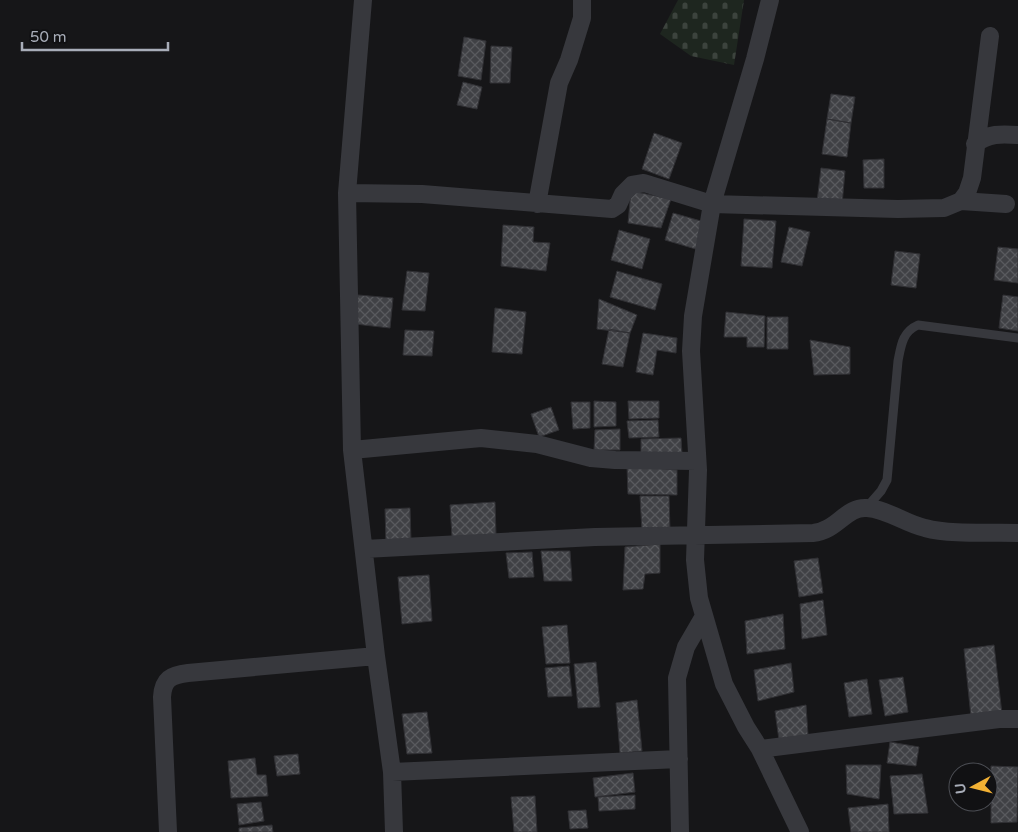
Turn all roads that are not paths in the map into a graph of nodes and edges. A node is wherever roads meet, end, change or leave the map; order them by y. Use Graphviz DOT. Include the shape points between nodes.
graph roads {
  1 [pos="363,0"];
  2 [pos="582,0"];
  3 [pos="770,0"];
  4 [pos="990,36"];
  5 [pos="1018,135"];
  6 [pos="975,144"];
  7 [pos="347,193"];
  8 [pos="960,201"];
  9 [pos="537,204"];
  10 [pos="712,204"];
  11 [pos="1006,204"];
  12 [pos="1018,338"];
  13 [pos="352,450"];
  14 [pos="697,461"];
  15 [pos="867,508"];
  16 [pos="1018,533"];
  17 [pos="696,536"];
  18 [pos="364,549"];
  19 [pos="704,616"];
  20 [pos="376,656"];
  21 [pos="1018,719"];
  22 [pos="760,750"];
  23 [pos="679,759"];
  24 [pos="392,772"];
  25 [pos="168,832"];
  26 [pos="394,832"];
  27 [pos="680,832"];
  28 [pos="800,832"];
  1 -- 7 [label="street"];
  2 -- 9 [label="street" via="582,18 559,83"];
  3 -- 10 [label="street"];
  4 -- 6 [label="street"];
  5 -- 6 [label="street" via="990,135"];
  6 -- 8 [label="street" via="972,178 967,193"];
  7 -- 9 [label="street" via="422,194"];
  7 -- 13 [label="street"];
  8 -- 10 [label="street" via="944,208 898,209"];
  8 -- 11 [label="street"];
  9 -- 10 [label="street" via="612,209 632,185 644,183"];
  10 -- 14 [label="street" via="693,316 691,351"];
  12 -- 15 [label="lane" via="918,325 908,331 901,342 898,361 887,480"];
  13 -- 14 [label="street" via="481,438 536,444 592,458"];
  13 -- 18 [label="street"];
  14 -- 17 [label="street"];
  15 -- 16 [label="street" via="925,528"];
  15 -- 17 [label="street" via="850,512 822,532"];
  17 -- 18 [label="street" via="595,537"];
  17 -- 19 [label="street" via="695,560"];
  18 -- 20 [label="street"];
  19 -- 22 [label="street" via="724,684"];
  19 -- 23 [label="street" via="686,647 676,678"];
  20 -- 24 [label="street"];
  20 -- 25 [label="street" via="188,673 169,678 162,690"];
  21 -- 22 [label="street"];
  22 -- 28 [label="street"];
  23 -- 24 [label="street"];
  23 -- 27 [label="street"];
  24 -- 26 [label="street"];
}
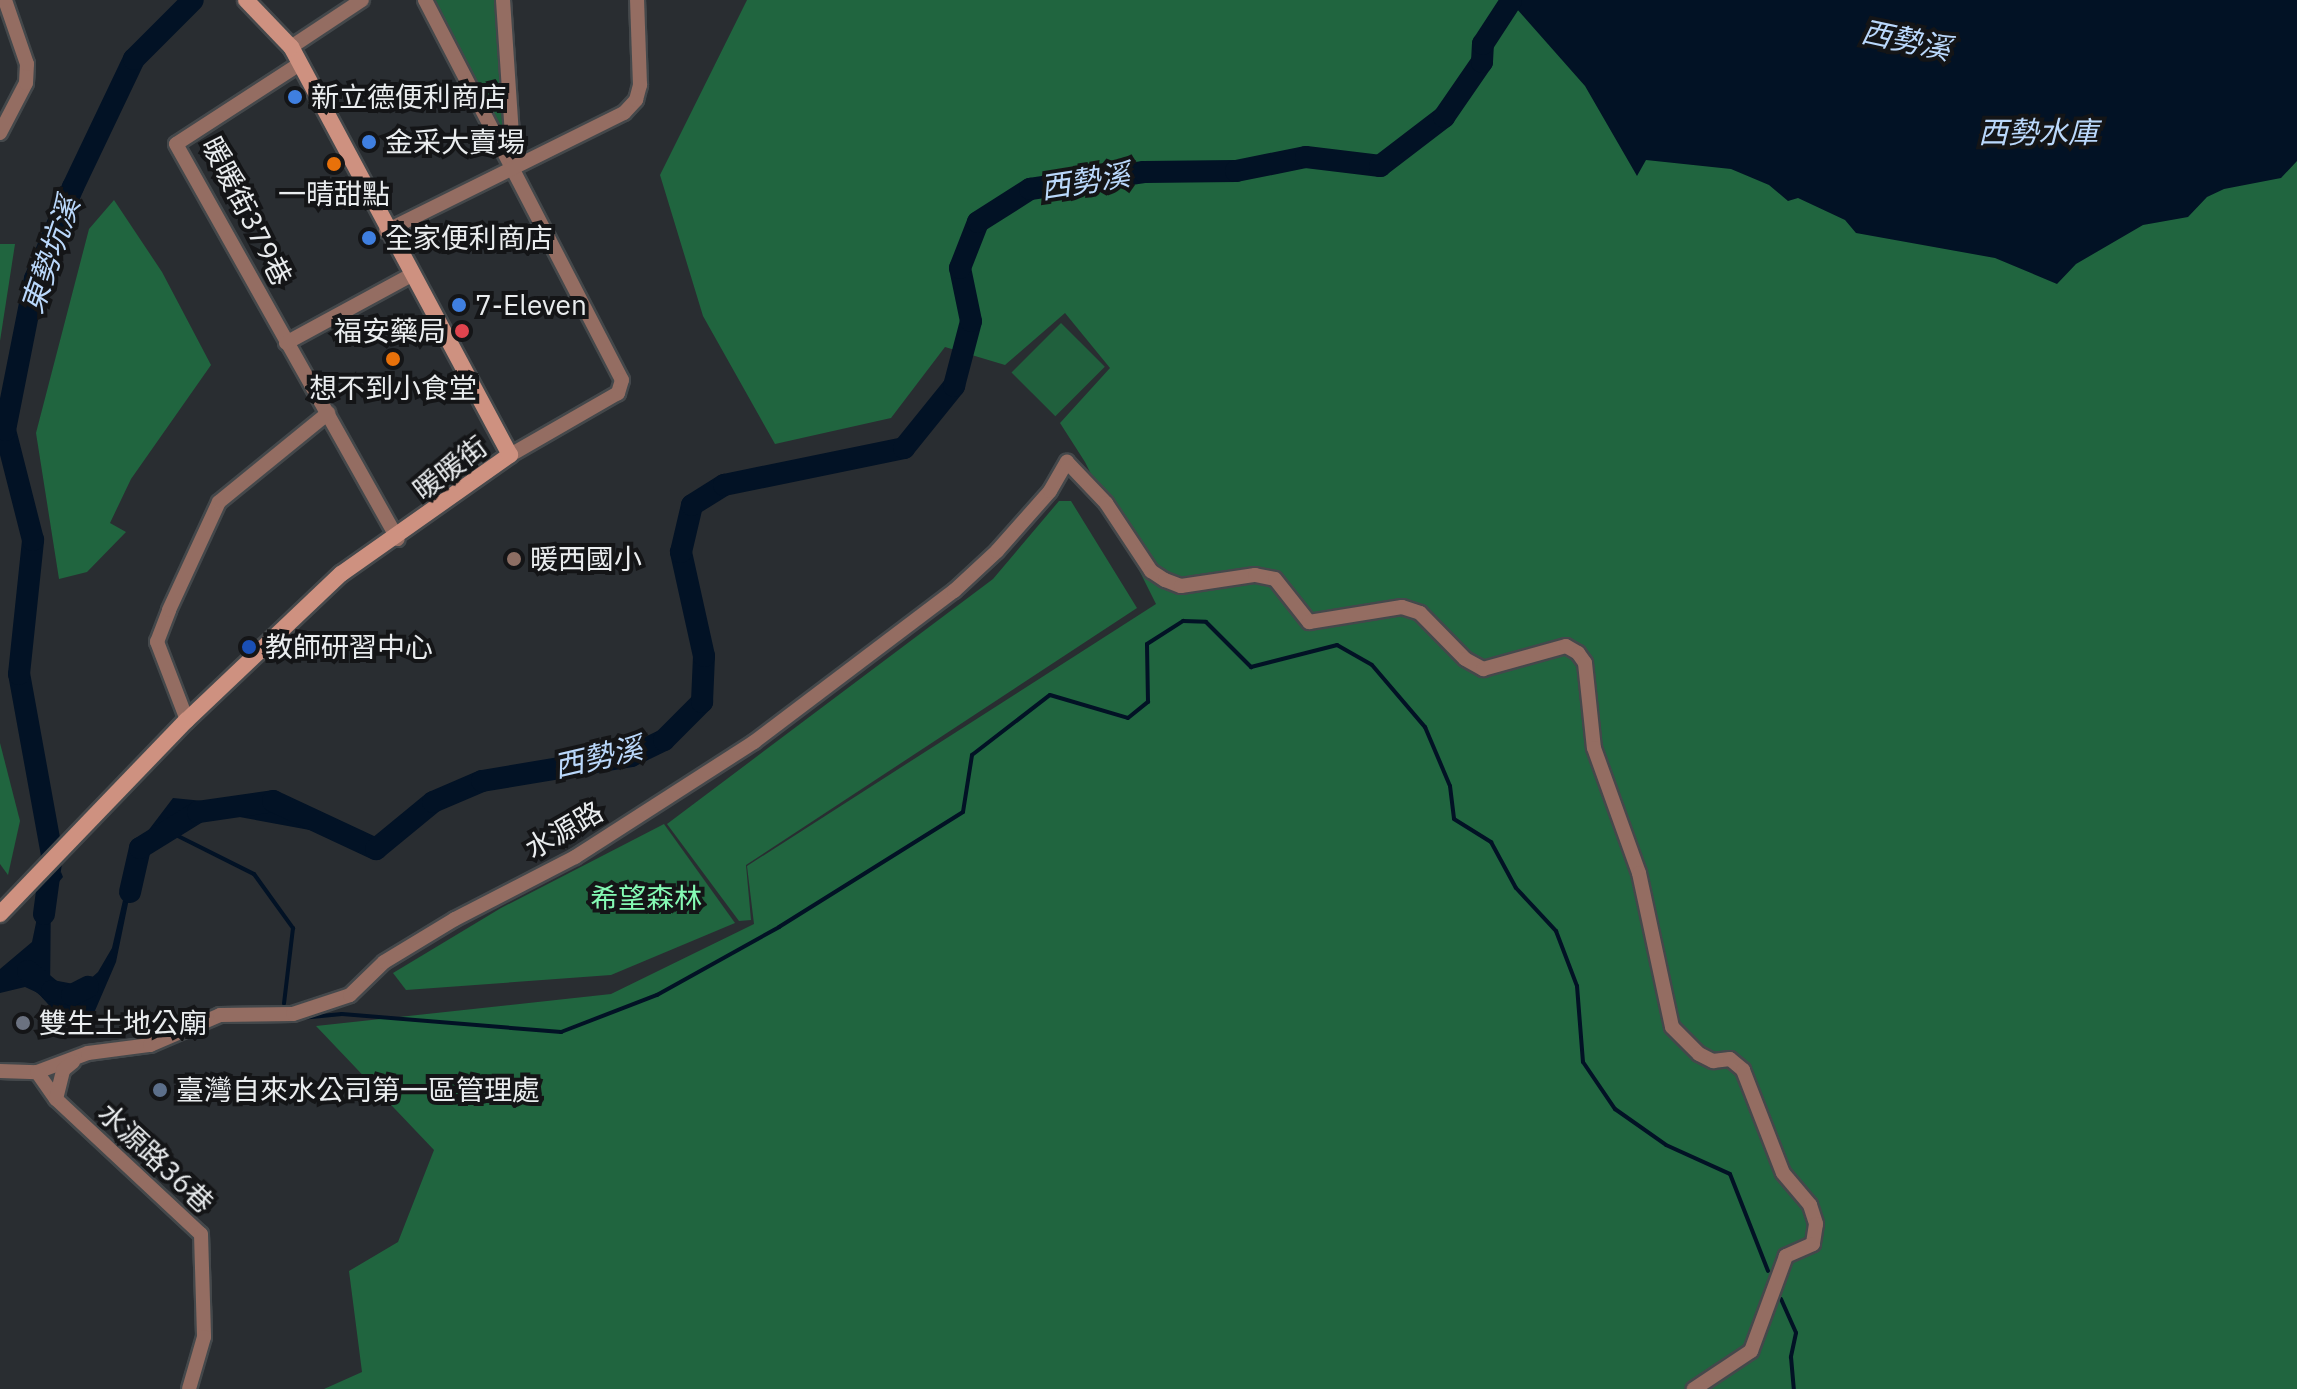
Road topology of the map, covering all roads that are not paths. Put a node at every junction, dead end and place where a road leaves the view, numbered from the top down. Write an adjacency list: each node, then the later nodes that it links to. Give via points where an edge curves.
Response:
1 (5, 0): 9 (street, via 27,64 26,83)
2 (362, 0): 7 (street)
3 (425, 0): 10 (street)
4 (503, 0): 10 (street)
5 (637, 0): 10 (street, via 636,100 624,113)
6 (248, 1): 7 (street, 暖暖街)
7 (291, 47): 8 (street, 暖暖街)
8 (298, 65): 11 (street, 暖暖街); 13 (street, 暖暖街379巷, via 176,144)
9 (0, 133)
10 (514, 168): 11 (street); 15 (street, via 622,380 618,393)
11 (386, 231): 12 (street, 暖暖街)
12 (411, 275): 13 (street); 15 (street, 暖暖街)
13 (286, 343): 14 (street, 暖暖街379巷)
14 (328, 413): 16 (street, 暖暖街379巷); 17 (street, via 219,502 175,596 157,642)
15 (510, 455): 16 (street, 暖暖街)
16 (398, 539): 17 (street, 暖暖街, via 341,574)
17 (187, 720): 18 (street, 暖暖街)
18 (0, 914)
19 (88, 1053): 21 (street, 水源路); 22 (street, via 63,1070); 24 (street, 水源路, via 150,1045 220,1015 293,1014 350,995 384,962 575,857 754,742 965,581 1050,491 1067,462 1106,503 1151,571 1165,580 1181,586 1255,575 1275,579 1309,622 1402,607 1420,613 1465,659 1483,669 1566,646 1585,663 1594,748 1639,873 1672,1027 1699,1054 1713,1061 1730,1059 1743,1070 1783,1173 1810,1205 1816,1224 1813,1244 1786,1256 1751,1351)
20 (0, 1071): 21 (street, 水源路)
21 (37, 1072): 22 (street, 水源路36巷)
22 (56, 1099): 23 (street, 水源路36巷, via 201,1234 204,1337)
23 (189, 1389)
24 (1694, 1389)

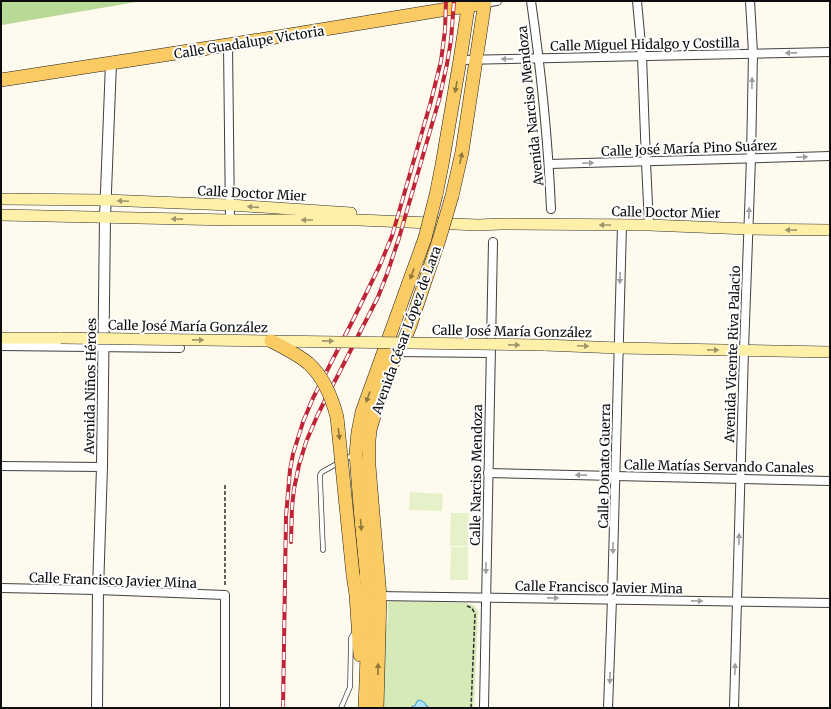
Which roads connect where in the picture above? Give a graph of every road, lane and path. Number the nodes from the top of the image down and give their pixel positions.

WHAT TO DO »
Please filter the entries for the word "every" and copy the lines that have it.

TASK RESULT »
Road topology of the map, covering all roads that are not paths. Put a node at every junction, dead end and place where a road leaves the view, numbered from the top down. Write an adjacency list: each node, then the later nodes that it links to. Give via points where an edge curves.
Which roads connect where in the picture above? Give a graph of every road, lane and path. Number the nodes from the top of the image down and give their pixel positions.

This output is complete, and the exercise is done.